Un homme a été tué accidentellement hier dans la forêt des Charmes par son compagnon de chasse. Triste histoire, bien sûr, et que nous déplorons, mais ces prélèvements
sont indispensables à la régulation de l’espèce.
Nous croyons être appréciés pour nos belles qualités, ou méprisés à cause de celles-ci encore. Mais nous avons d’autres existences que nous ne soupçonnons pas. Ainsi ce passant à courte barbe
grise et lunettes, dépourvu de cou mais porteur en toute saison d’un parapluie qui lui en tient lieu, je suppose, et devant lequel je surgis chaque matin à la même heure en ouvrant ma porte, ce
passant, donc, quand par extraordinaire notre rencontre se produit alors que je marche déjà dans la rue, je le vois qui accélère le pas, conscient soudain de son léger retard.

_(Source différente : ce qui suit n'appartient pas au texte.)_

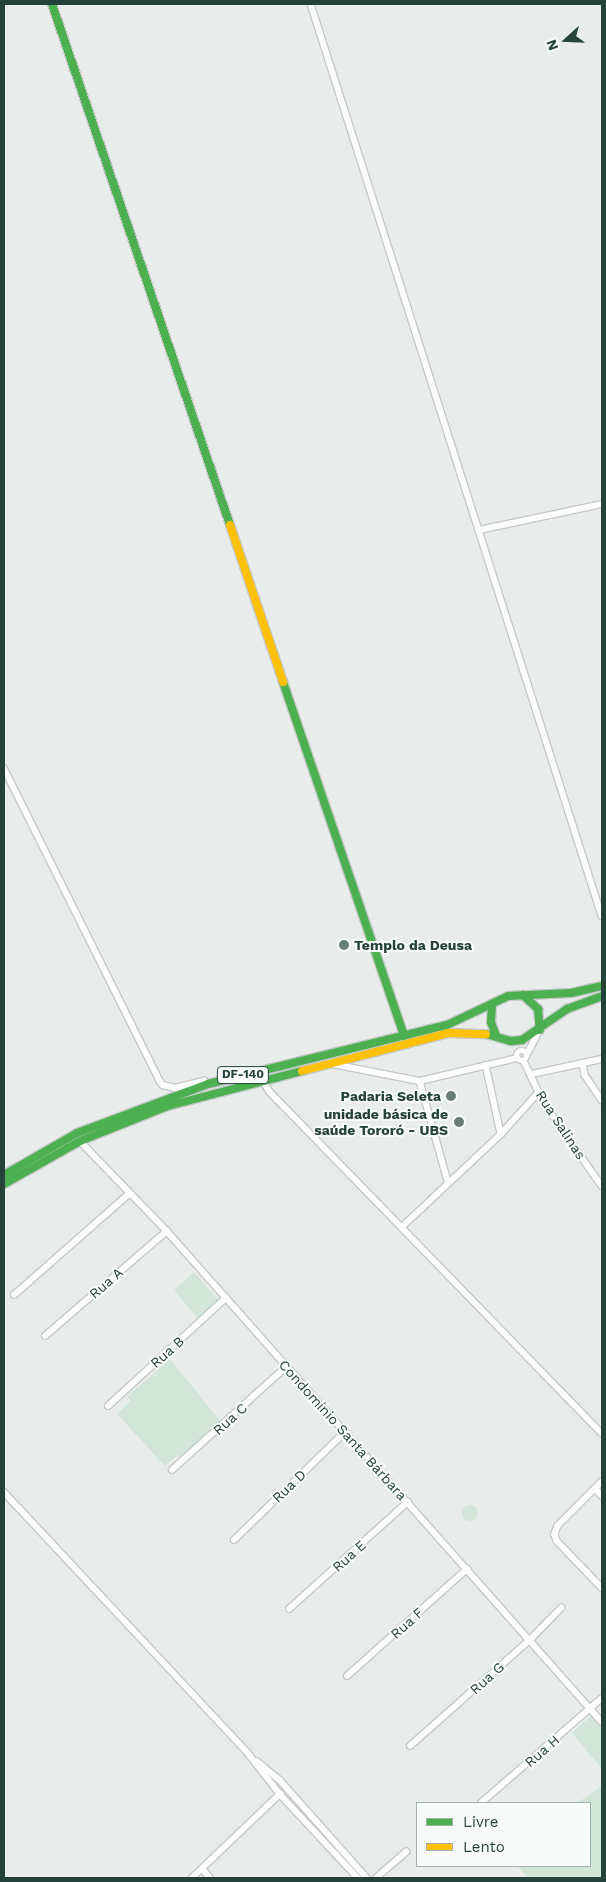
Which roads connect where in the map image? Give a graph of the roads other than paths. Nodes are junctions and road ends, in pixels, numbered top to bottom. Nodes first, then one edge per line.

Pour cet homme, que
suis-je d’autre en effet qu’un coucou suisse assez fiable ?
Eh bien non, moi je ne rends pas leur sourire aux jeunes parents qui, dans les trains, prennent les voyageurs à témoin de leur bonheur en soulevant à bout de bras un poupon hurleur et
cramoisi dans sa housse. Ce n’est pas tant que j’ai le cœur sec. C’est surtout que j’ai l’ouïe fine.